Theresa Cerulli, MD: Right. One of the things they often read about is the risk of substance abuse, the potential with stimulant medications. When you’re bracing yourself, I’m assuming that’s 1 of the things you expect to hear from parents, understandably so. Stimulants carry the black box warning, yet we use them frequently to treat ADHD.

Frank Lopez, MD: Correct. You have to spend some time explaining that to them, and once you do and you put it in terms that they can work with, they accept the risk. The risk is low. It’s not a high-risk situation, especially if you’ve taken the time and looked thoroughly at the child. Some clinicians will—and I’m included in those—actually do some labs and even an ECG [electrocardiogram] prior to starting medication. I realize that these medications are safe and effective. However, we have an old saying, that books don’t feel pain and books don’t bleed. If the family is concerned or afraid of using a stimulant, even a nonstimulant, why not support them and say, “Look, we can tell you. We have evidence; it’s evidence based. This is safe and effective, but you have concerns. Would you like to proceed and get some basic labs?” Many times they will say, “No, it’s not necessary,” but other times we have parents who are really nervous, and we do that to bring that level of parental anxiety down. There are lots of data to support the safety of these medications across the board. Again, newer molecules, newer delivery systems, provide more variability in our armamentarium to treat the patient.

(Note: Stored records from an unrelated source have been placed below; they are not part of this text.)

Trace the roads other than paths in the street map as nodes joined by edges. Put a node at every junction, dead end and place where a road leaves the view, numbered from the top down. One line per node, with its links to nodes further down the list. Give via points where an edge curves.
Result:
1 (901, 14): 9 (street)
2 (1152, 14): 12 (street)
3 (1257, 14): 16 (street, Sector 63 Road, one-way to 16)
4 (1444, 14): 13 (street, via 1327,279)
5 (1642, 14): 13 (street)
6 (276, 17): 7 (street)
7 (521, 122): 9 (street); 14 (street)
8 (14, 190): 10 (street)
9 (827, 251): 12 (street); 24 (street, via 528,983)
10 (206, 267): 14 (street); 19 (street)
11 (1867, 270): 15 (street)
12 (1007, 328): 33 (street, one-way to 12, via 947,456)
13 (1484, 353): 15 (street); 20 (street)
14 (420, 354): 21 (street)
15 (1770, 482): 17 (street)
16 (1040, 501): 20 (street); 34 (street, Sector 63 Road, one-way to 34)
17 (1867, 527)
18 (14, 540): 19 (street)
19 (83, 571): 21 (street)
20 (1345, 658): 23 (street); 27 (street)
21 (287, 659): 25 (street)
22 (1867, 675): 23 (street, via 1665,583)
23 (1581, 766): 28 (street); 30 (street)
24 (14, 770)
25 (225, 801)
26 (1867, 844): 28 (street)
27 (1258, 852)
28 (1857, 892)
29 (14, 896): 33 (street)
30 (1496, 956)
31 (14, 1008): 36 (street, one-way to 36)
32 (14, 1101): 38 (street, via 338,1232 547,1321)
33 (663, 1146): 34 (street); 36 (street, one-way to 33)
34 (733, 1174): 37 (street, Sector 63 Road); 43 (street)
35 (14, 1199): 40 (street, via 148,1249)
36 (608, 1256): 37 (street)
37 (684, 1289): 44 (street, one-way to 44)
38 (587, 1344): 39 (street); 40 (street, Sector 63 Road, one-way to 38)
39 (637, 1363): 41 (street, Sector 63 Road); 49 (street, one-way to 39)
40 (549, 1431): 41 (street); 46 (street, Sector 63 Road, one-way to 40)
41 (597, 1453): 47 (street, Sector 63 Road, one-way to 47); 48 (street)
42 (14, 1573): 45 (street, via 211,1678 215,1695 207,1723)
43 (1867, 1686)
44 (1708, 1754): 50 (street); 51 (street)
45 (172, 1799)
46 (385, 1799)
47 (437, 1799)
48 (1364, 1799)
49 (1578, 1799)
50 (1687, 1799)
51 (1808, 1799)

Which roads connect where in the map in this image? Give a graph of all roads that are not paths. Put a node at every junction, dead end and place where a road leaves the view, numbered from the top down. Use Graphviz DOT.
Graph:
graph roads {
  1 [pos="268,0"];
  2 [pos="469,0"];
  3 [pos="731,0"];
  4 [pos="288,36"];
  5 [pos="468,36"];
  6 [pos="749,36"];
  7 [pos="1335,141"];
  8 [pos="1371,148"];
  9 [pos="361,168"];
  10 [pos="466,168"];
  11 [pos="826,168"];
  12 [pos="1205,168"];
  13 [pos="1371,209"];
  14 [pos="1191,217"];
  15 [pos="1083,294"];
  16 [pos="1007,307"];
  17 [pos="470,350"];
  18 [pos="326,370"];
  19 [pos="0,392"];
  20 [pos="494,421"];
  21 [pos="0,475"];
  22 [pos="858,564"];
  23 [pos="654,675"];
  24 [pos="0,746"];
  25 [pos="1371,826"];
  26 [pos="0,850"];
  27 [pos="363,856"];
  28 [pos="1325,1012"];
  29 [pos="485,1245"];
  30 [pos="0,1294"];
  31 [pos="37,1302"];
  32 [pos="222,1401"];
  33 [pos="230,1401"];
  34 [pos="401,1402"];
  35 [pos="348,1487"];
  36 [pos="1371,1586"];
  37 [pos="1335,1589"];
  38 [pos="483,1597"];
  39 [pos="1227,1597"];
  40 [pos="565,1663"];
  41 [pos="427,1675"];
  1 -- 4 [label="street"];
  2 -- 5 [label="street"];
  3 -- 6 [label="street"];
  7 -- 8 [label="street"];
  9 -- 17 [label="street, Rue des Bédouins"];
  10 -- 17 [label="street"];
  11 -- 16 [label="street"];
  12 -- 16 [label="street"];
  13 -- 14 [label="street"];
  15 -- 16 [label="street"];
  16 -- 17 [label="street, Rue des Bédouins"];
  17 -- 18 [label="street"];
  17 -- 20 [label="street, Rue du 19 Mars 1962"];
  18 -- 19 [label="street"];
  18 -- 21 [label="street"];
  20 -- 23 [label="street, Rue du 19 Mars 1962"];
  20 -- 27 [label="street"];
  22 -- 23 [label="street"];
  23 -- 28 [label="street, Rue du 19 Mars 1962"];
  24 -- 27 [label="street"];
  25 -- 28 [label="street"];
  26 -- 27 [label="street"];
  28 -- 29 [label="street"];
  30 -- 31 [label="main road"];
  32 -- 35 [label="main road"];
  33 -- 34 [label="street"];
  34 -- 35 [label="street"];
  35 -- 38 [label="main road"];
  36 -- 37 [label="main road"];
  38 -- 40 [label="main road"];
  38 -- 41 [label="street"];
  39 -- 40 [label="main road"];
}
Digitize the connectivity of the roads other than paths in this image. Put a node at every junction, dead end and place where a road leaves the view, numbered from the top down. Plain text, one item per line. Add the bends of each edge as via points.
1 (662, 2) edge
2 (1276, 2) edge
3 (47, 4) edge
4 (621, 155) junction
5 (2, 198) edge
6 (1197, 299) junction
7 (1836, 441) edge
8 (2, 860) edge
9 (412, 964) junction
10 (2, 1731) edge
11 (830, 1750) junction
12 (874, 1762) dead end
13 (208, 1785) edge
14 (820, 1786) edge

Theresa Cerulli, MD: In follow-up, not just diagnostically and initially screening with regard to safety, I do check blood pressure and heart rate in my patients. We get weights, we check heights—some of the things that we need to measure for safe use of the medications we’re prescribing for our patients.

Frank Lopez, MD: Without any doubt. That brings up another question, and this is a question I hope we’ll address a little later. In the era of COVID-19 [coronavirus disease 2019], how are we getting all our anthropometric measurements? Because you need to know. At what point do you have to bring that patient in?

Theresa Cerulli, MD: We are absolutely going to cover that and need to cover that because it’s so important for clinicians to hear. I’m going to shelve that discussion just for a minute. As we’re talking about some of the treatment options, I already heard you say—and I fully agree—that it’s important to combine both pharmacological and nonpharmacological interventions for the best treatment outcomes for our patients. Both are important. I often will say to families, when you’re working with medication, you’re treating the underlying neurobiology. You’re working from the inside out. And when you’re talking about the supportive measures—the nonpharmacological measures such as exercise, coaching, parent training, CBT [cognitive behavioral therapy]—you’re working from the outside in. Those combined approaches—not just in my practice but in my own family, as I’ve shared—are really essential for helping with functioning. ADHD is not just affecting the individual; it’s the whole family system. It’s because of the challenges with not just attention and impulse control but with, as I said, organization. So where one’s phone is, getting to one’s hockey game on time, making it on the bus in the morning, having the homework that you did last night actually getting to the teacher to be turned in. All those things, it becomes a family system’s issue and how the family is functioning. If 1 person is slightly attention deficit and the other is attention surplus, people might need to be the supportive team.

Frank Lopez, MD: You have an external brain.

Theresa Cerulli, MD: Right, and that structure is so needed.